イギリスはあくまで「ことば」の国。シェークスピアの国。「ことば」になっていないことは存在しない。そして、「ことば」になりさえすれば、それは存在したことになる。この、ことば、ことば、ことばのおもしろさは、ジェームズ・スチュアートとマッサージのおばさんとのやりとりにたっぷり出てくる。グレイス・ケリーとのやりとりではストーリーの根幹に触れる。「女はバッグを手放さない。結婚指輪は外さない」は、「ことば」が殺人事件を裏付ける。ジェームズ・スチュアートは見て、想像しているだけ。そこには「ことば」の「証拠」がない。グレイス・ケリーは見ていないけれど、「ことば」で証拠を明確にする。「ことば」が成立すれば、ね、事件が成立する。犯罪が成立する。すごいですねえ。
ちょっと、繰り返し。
「ことば」にしないかぎり、存在しない、は刑事が、グレイス・ケリーの寝具(スリッパ)を見ても何も言わないことで、何も存在しないことになってしまう。
このあたりが、特に、おしゃれだねえ。スリッパって靴を脱ぐこと。靴を脱ぐというのは、靴の国ではセックスをすることだからね。そこにセックスが暗示されている。ほら、「ローマの休日」でヘップバーンがドレスの下でハイヒールを脱ぐシーンがあるでしょ。あれも、セックスの暗示。肉体の解放の象徴だよね。セックスシーンが映像としてなくても、見えるひとには見える、そのセックスシーンが……。でも、「スリッパを持ってきたの?」とは言わない。「スリッパ」ということばを発しない。
そういう国の監督がアメリカで映画を撮るんだから、おもしろいよねえ。何か不思議な化学反応のようなマジックが起きる。
「ことば・ことば・ことば」というわけにはいかない。シェークスピアじゃないからね。そして、同時に、あ、やっぱり「ことば」にするのが上手--と矛盾したことも思ってしまう。「映像」を「ことば」にしてしまう。
最初の(?)クライマックス。
グレイス・ケリーが殺人者の部屋に侵入して証拠を探す。殺された妻の指輪を見つけ出す。その見つけ出した指輪--これを、グレイス・ケリーは、双眼鏡でジェームズ・スチュアートがのぞいているのを知っていて、後ろ手にして見せる。「あ、証拠の結婚指輪」。「結婚指輪を見つけた」と「ことば」では言わない(言えない状況)で、ちゃんと「映像」で「証拠」を語らせる。
うーん、おもしろいねえ。
「ジェームズ、ジェアムズ」と大声で助けを呼んでいたのに、警官がきて、とりあえず殺人者の手から逃れることができたとわかったら、もう、「ことば」を発しない。大事なことは言わない。「この男は殺人者、妻を殺した。妻の結婚指輪はここにある」なんて、ことばで説明すると、何もかもが台無しになる。男が暴れ出してしまう。だから、それは話せる場所(警察)までとっておく。言わない。言わないかぎり、そこでは何も存在しない」。
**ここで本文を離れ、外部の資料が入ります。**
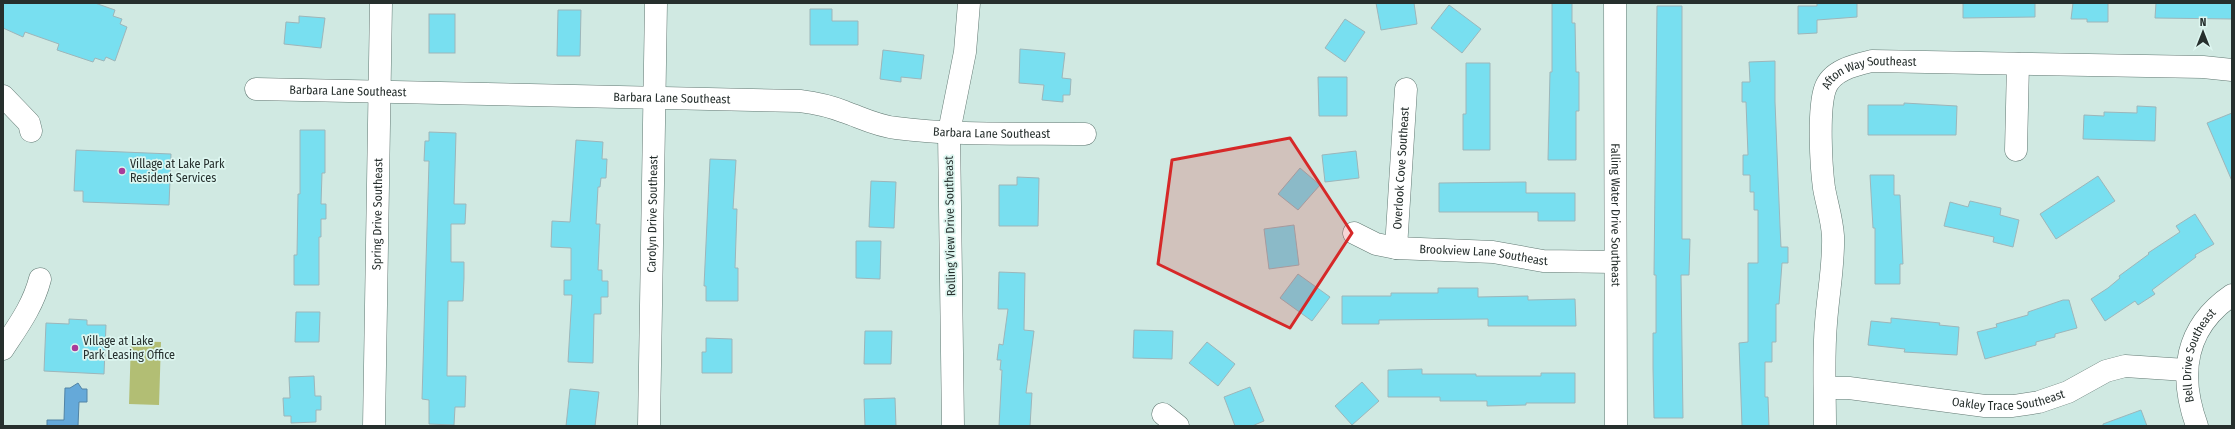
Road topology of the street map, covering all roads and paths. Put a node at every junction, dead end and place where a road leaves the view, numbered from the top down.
1 (381, 3) edge
2 (656, 3) edge
3 (969, 3) edge
4 (1615, 3) edge
5 (2018, 64) junction
6 (2232, 70) edge
7 (256, 89) dead end
8 (1406, 89) dead end
9 (379, 92) junction
10 (3, 96) edge
11 (653, 99) junction
12 (31, 131) dead end
13 (948, 132) junction
14 (1084, 134) dead end
15 (2016, 150) dead end
16 (1354, 233) dead end
17 (1396, 248) junction
18 (1615, 262) junction
19 (40, 280) dead end
20 (2232, 295) edge
21 (3, 349) edge
22 (2186, 370) junction
23 (1825, 388) junction
24 (374, 426) edge
25 (649, 426) edge
26 (953, 426) edge
27 (1616, 426) edge
28 (1825, 426) edge
29 (2197, 426) edge

1 - 9 street, Spring Drive Southeast
2 - 11 street, Carolyn Drive Southeast
3 - 13 street, Rolling View Drive Southeast
4 - 18 street, Falling Water Drive Southeast
5 - 6 street, Afton Way Southeast
5 - 15 street
5 - 23 street, Afton Way Southeast
7 - 9 street, Barbara Lane Southeast
8 - 17 street, Overlook Cove Southeast
9 - 11 street, Barbara Lane Southeast
9 - 24 street, Spring Drive Southeast
10 - 12 street
11 - 13 street, Barbara Lane Southeast
11 - 25 street, Carolyn Drive Southeast
13 - 14 street, Barbara Lane Southeast
13 - 26 street, Rolling View Drive Southeast
16 - 17 street, Brookview Lane Southeast
17 - 18 street, Brookview Lane Southeast
18 - 27 street, Falling Water Drive Southeast
19 - 21 street
20 - 22 street, Bell Drive Southeast
22 - 23 street, Oakley Trace Southeast
22 - 29 street, Bell Drive Southeast
23 - 28 street, Afton Way Southeast

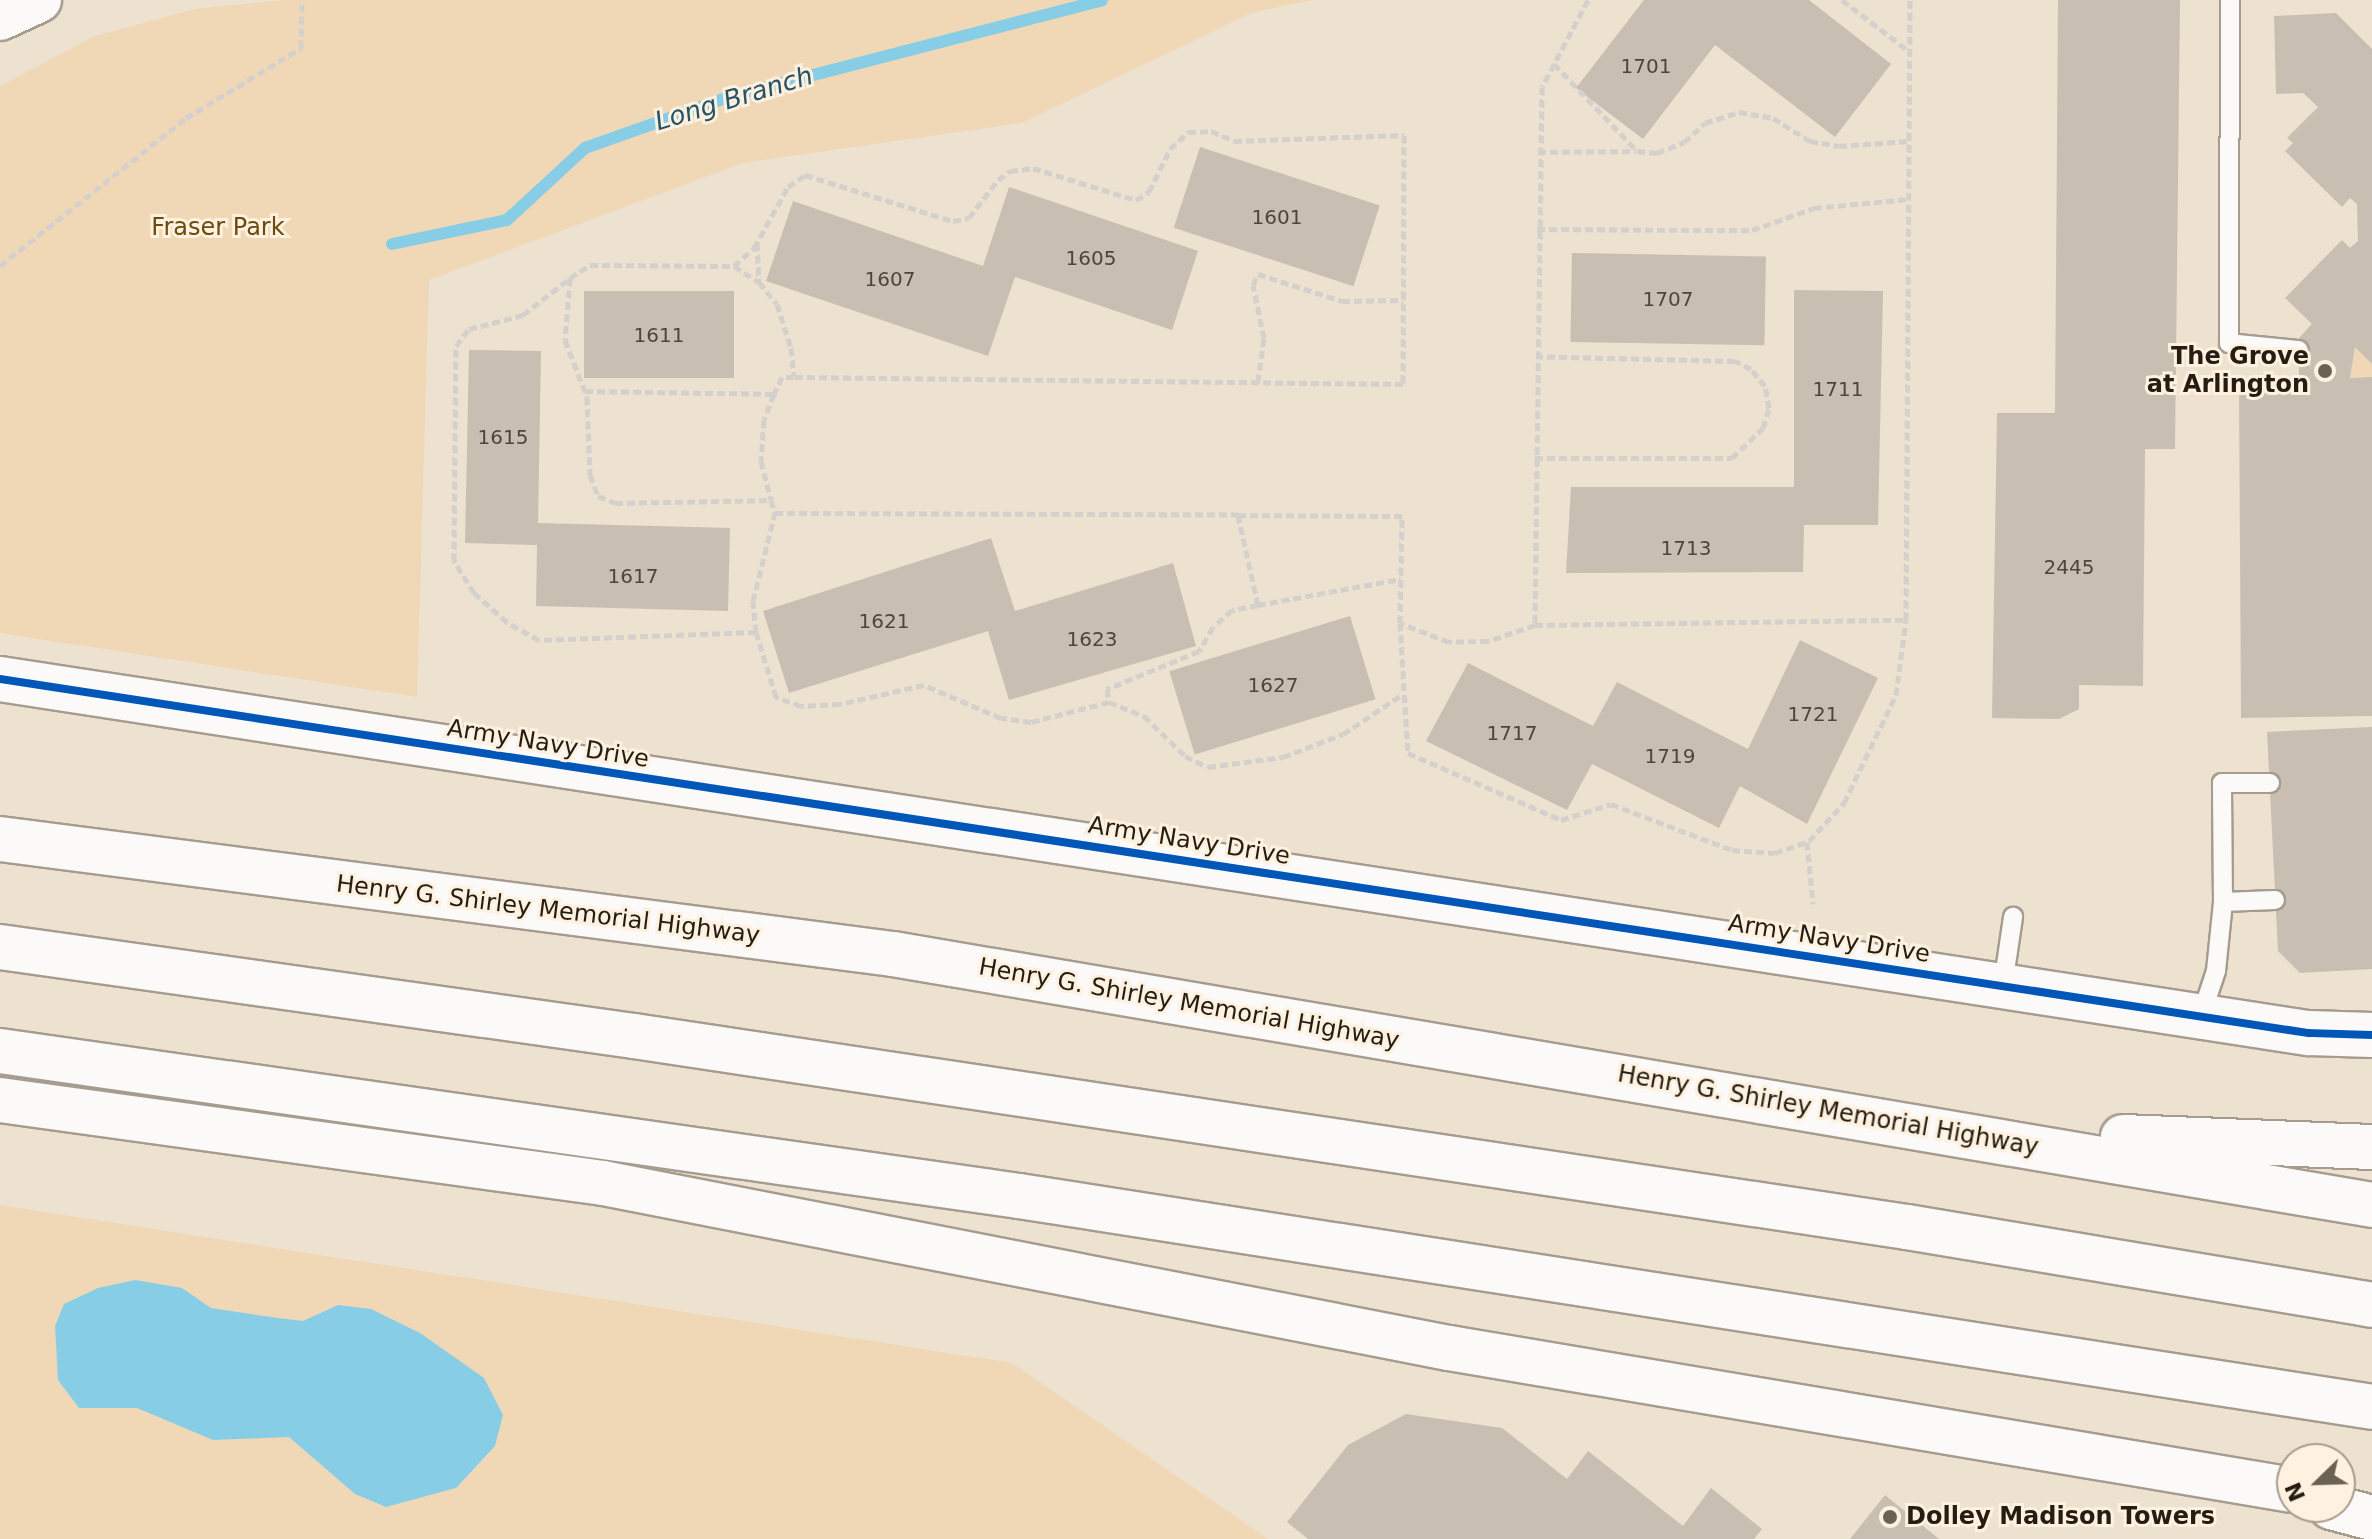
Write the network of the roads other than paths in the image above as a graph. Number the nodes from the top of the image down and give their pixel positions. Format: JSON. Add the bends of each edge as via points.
{"nodes":[{"id":1,"x":39,"y":0,"type":"edge"},
{"id":2,"x":2230,"y":0,"type":"edge"},
{"id":3,"x":0,"y":18,"type":"edge"},
{"id":4,"x":2299,"y":350,"type":"dead end"},
{"id":5,"x":0,"y":679,"type":"edge"},
{"id":6,"x":2270,"y":783,"type":"dead end"},
{"id":7,"x":0,"y":839,"type":"edge"},
{"id":8,"x":2275,"y":900,"type":"dead end"},
{"id":9,"x":2223,"y":902,"type":"junction"},
{"id":10,"x":2013,"y":917,"type":"dead end"},
{"id":11,"x":0,"y":947,"type":"edge"},
{"id":12,"x":2003,"y":985,"type":"junction"},
{"id":13,"x":2201,"y":1016,"type":"junction"},
{"id":14,"x":2372,"y":1035,"type":"edge"},
{"id":15,"x":0,"y":1051,"type":"edge"},
{"id":16,"x":0,"y":1100,"type":"edge"},
{"id":17,"x":1932,"y":1127,"type":"junction"},
{"id":18,"x":2372,"y":1147,"type":"edge"},
{"id":19,"x":2372,"y":1205,"type":"edge"},
{"id":20,"x":2372,"y":1305,"type":"edge"},
{"id":21,"x":2372,"y":1407,"type":"edge"},
{"id":22,"x":2223,"y":1479,"type":"junction"},
{"id":23,"x":2276,"y":1487,"type":"edge"},
{"id":24,"x":2276,"y":1493,"type":"edge"}],
"edges":[{"from":1,"to":3,"type":"main road"},
{"from":2,"to":4,"type":"lane","via":[[2229,343]]},
{"from":5,"to":12,"type":"main road","name":"Army Navy Drive"},
{"from":6,"to":9,"type":"lane","via":[[2222,783]]},
{"from":7,"to":17,"type":"main road","name":"Henry G. Shirley Memorial Highway","via":[[893,954]]},
{"from":8,"to":9,"type":"lane"},
{"from":9,"to":13,"type":"lane","via":[[2216,971]]},
{"from":10,"to":12,"type":"lane"},
{"from":11,"to":20,"type":"main road","via":[[634,1036],[1860,1220]]},
{"from":12,"to":13,"type":"main road","name":"Army Navy Drive"},
{"from":13,"to":14,"type":"main road","name":"Army Navy Drive","via":[[2309,1033]]},
{"from":15,"to":21,"type":"main road","via":[[1019,1196]]},
{"from":16,"to":22,"type":"main road","via":[[603,1183],[1449,1348]]},
{"from":17,"to":18,"type":"main road"},
{"from":17,"to":19,"type":"main road","name":"Henry G. Shirley Memorial Highway"},
{"from":22,"to":23,"type":"main road"},
{"from":22,"to":24,"type":"main road"}]}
でも、ことばの国のひとではないアメリカ人、そしてカメラマン(これも重要だねえ--のぞく、というより映像のひと、ことばのひとではない、という意味で)には、映像でそれがわかる。
ヒッチコックの映画がおしゃれなのは、彼がことばの国の生まれであることが関係しているかもしれない。
映像が語るもの、ことばが語るもの。その区別をはっきり理解している。映像をことばとして明確に認識している、ということかもしれない。映像が語ることができるものは全部映像に語らせ、その補足、補助線を「ことば」が引き受ける--そういう構造でヒッチコックの映画はできているのかもしれない。